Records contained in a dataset
=====

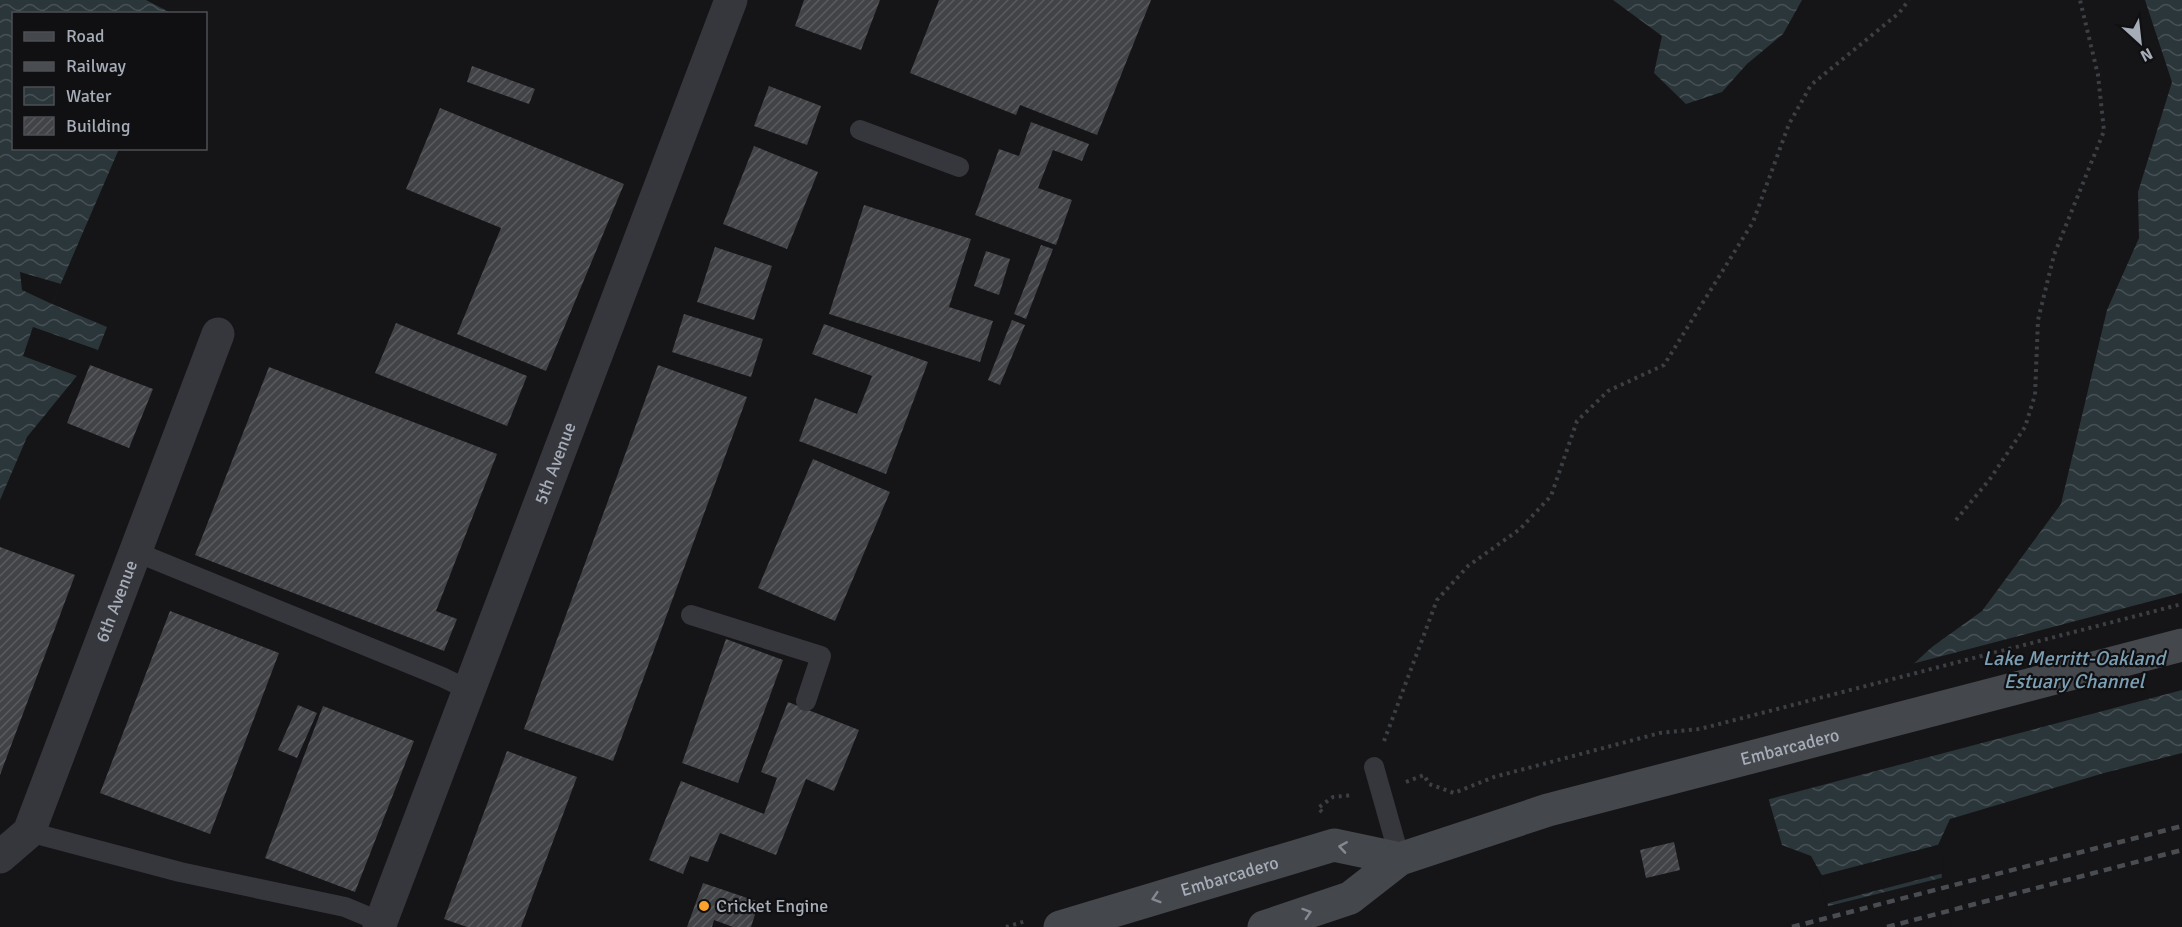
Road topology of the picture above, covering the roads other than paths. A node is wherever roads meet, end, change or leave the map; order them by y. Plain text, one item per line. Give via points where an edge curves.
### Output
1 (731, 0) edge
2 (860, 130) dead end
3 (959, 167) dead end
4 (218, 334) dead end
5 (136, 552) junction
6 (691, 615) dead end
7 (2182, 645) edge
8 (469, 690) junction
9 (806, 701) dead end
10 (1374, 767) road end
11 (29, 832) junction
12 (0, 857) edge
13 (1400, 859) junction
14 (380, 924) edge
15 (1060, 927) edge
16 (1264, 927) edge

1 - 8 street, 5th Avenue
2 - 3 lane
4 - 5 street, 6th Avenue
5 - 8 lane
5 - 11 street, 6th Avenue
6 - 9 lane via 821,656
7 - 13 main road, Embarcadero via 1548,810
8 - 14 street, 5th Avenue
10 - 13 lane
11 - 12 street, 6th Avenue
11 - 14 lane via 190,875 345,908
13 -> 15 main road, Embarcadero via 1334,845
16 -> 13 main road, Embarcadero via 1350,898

=====

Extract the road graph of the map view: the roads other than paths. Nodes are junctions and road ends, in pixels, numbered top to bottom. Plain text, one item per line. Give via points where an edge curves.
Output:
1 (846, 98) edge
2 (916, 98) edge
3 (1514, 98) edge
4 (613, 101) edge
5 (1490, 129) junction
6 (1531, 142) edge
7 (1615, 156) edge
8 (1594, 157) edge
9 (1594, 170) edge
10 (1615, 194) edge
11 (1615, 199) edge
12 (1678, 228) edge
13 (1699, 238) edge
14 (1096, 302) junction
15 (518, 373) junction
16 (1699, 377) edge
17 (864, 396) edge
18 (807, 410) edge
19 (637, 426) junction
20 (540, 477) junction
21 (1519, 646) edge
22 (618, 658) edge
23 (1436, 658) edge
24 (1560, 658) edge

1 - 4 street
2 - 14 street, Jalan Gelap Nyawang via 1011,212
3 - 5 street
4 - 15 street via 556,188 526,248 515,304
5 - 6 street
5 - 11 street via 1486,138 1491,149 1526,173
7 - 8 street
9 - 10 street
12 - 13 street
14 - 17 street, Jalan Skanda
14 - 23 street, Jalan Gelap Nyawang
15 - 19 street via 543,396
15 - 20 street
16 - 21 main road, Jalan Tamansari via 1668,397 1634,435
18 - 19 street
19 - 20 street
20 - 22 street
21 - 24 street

=====

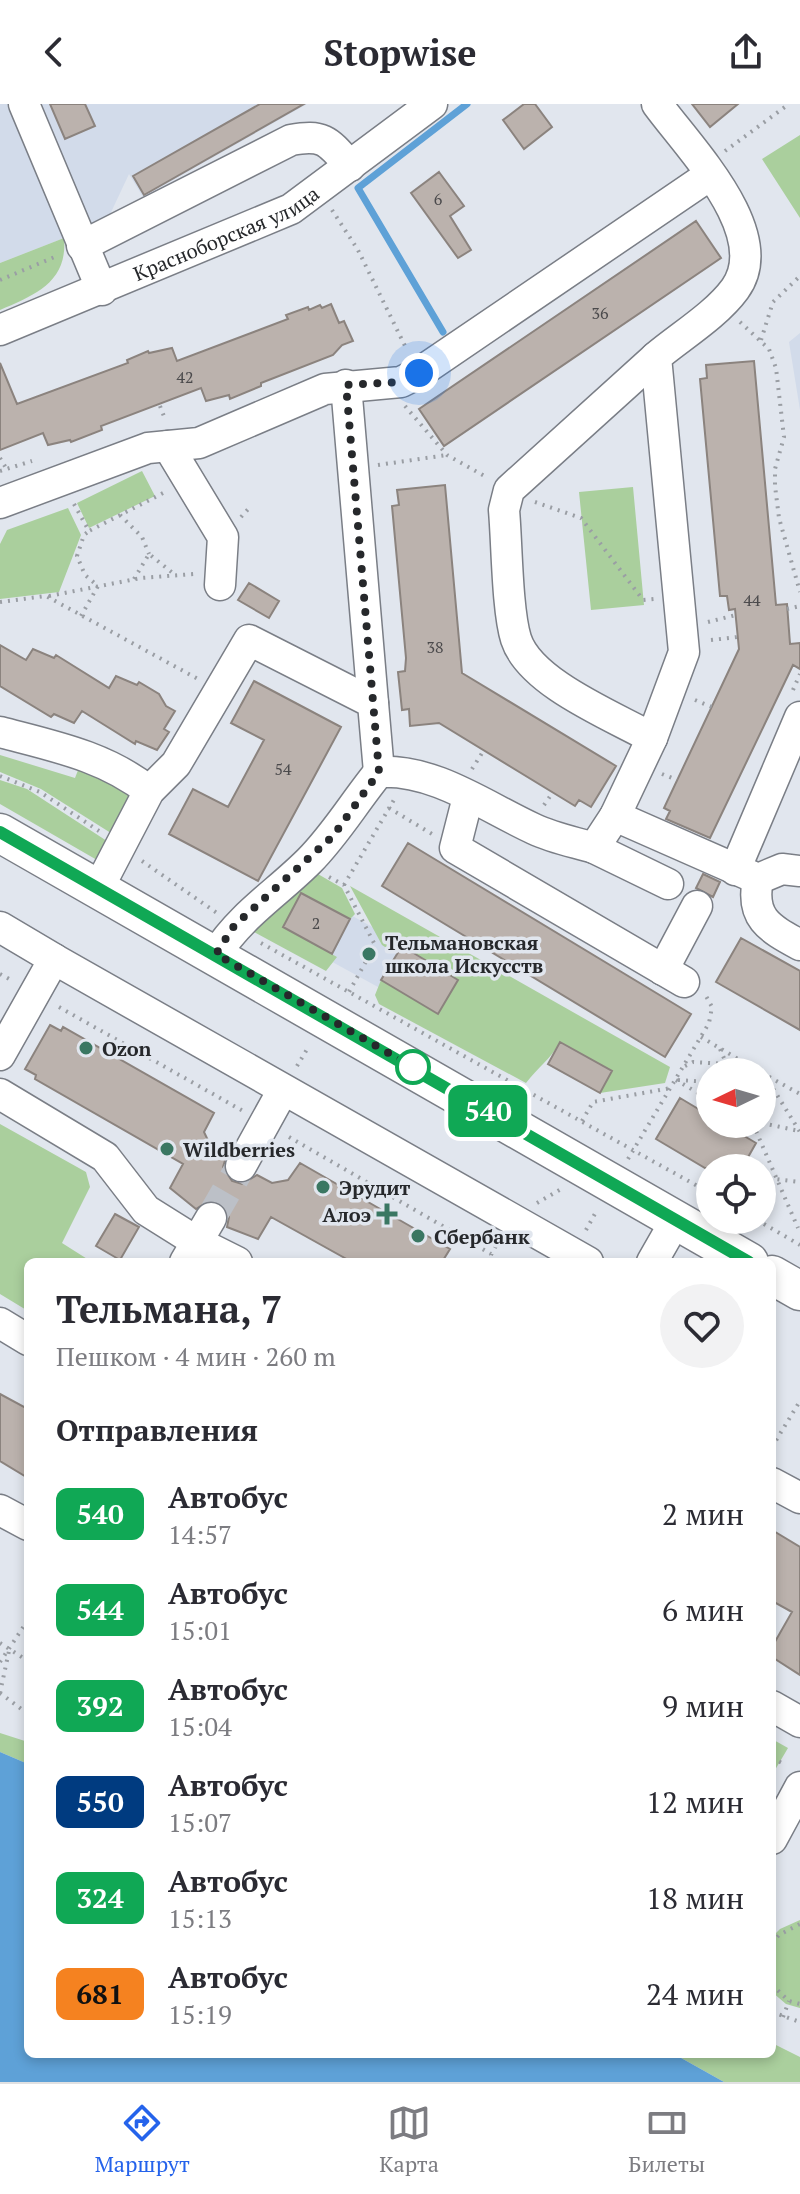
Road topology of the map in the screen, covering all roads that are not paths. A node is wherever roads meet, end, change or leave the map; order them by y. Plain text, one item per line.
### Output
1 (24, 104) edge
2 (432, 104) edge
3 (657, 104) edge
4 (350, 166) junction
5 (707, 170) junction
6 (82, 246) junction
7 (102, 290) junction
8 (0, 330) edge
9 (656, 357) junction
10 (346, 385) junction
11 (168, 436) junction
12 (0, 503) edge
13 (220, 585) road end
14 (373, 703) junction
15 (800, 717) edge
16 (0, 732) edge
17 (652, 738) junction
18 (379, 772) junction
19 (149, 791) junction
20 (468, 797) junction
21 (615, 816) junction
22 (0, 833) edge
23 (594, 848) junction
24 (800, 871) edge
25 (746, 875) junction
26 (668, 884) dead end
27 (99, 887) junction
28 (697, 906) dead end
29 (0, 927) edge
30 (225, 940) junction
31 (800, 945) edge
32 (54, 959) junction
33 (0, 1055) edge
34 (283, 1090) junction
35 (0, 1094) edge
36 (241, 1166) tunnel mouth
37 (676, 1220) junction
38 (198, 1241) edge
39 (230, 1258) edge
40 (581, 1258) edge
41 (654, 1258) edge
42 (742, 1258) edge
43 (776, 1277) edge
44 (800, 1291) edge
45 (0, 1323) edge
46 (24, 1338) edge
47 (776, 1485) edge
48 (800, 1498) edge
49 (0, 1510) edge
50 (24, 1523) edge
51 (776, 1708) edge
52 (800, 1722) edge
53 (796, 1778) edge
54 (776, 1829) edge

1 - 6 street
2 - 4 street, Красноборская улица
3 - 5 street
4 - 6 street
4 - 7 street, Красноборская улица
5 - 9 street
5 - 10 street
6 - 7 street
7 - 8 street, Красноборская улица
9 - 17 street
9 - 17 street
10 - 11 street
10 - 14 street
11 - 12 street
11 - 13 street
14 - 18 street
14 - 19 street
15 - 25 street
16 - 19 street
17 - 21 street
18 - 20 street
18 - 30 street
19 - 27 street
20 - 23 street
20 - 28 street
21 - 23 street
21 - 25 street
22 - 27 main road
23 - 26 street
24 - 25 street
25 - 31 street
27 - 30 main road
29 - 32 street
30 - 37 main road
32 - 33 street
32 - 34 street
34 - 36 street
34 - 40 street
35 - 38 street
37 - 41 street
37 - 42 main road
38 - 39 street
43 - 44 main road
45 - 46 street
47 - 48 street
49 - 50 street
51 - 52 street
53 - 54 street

=====

Which lines in the records above hold the string "than"? Copy each of them.

◆ SOLVED PROBLEM
Road topology of the picture above, covering the roads other than paths. A node is wherever roads meet, end, change or leave the map; order them by y. Plain text, one item per line. Give via points where an edge curves.
Extract the road graph of the map view: the roads other than paths. Nodes are junctions and road ends, in pixels, numbered top to bottom. Plain text, one item per line. Give via points where an edge curves.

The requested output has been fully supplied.